Data items
○ ○ ○
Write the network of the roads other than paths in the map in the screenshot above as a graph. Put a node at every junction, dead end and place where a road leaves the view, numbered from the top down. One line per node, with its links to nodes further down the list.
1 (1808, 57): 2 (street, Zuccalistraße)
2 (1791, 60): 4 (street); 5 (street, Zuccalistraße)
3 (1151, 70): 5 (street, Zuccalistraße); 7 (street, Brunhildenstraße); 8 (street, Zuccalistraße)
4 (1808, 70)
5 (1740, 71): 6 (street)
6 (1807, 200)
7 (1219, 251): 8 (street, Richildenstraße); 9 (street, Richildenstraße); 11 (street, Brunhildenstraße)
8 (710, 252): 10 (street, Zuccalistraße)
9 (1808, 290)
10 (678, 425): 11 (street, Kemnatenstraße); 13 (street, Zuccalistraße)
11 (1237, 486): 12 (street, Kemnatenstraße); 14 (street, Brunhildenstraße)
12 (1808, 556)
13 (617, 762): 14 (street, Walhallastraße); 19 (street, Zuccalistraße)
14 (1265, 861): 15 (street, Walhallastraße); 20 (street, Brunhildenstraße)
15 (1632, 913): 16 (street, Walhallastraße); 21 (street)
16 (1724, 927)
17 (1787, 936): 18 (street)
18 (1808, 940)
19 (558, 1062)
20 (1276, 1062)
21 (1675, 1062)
○ ○ ○
Problem details → Without leaving anything out, repeat the data exactly.

Answer space →
Write the network of the roads other than paths in the map in the screenshot above as a graph. Put a node at every junction, dead end and place where a road leaves the view, numbered from the top down. One line per node, with its links to nodes further down the list.
1 (1808, 57): 2 (street, Zuccalistraße)
2 (1791, 60): 4 (street); 5 (street, Zuccalistraße)
3 (1151, 70): 5 (street, Zuccalistraße); 7 (street, Brunhildenstraße); 8 (street, Zuccalistraße)
4 (1808, 70)
5 (1740, 71): 6 (street)
6 (1807, 200)
7 (1219, 251): 8 (street, Richildenstraße); 9 (street, Richildenstraße); 11 (street, Brunhildenstraße)
8 (710, 252): 10 (street, Zuccalistraße)
9 (1808, 290)
10 (678, 425): 11 (street, Kemnatenstraße); 13 (street, Zuccalistraße)
11 (1237, 486): 12 (street, Kemnatenstraße); 14 (street, Brunhildenstraße)
12 (1808, 556)
13 (617, 762): 14 (street, Walhallastraße); 19 (street, Zuccalistraße)
14 (1265, 861): 15 (street, Walhallastraße); 20 (street, Brunhildenstraße)
15 (1632, 913): 16 (street, Walhallastraße); 21 (street)
16 (1724, 927)
17 (1787, 936): 18 (street)
18 (1808, 940)
19 (558, 1062)
20 (1276, 1062)
21 (1675, 1062)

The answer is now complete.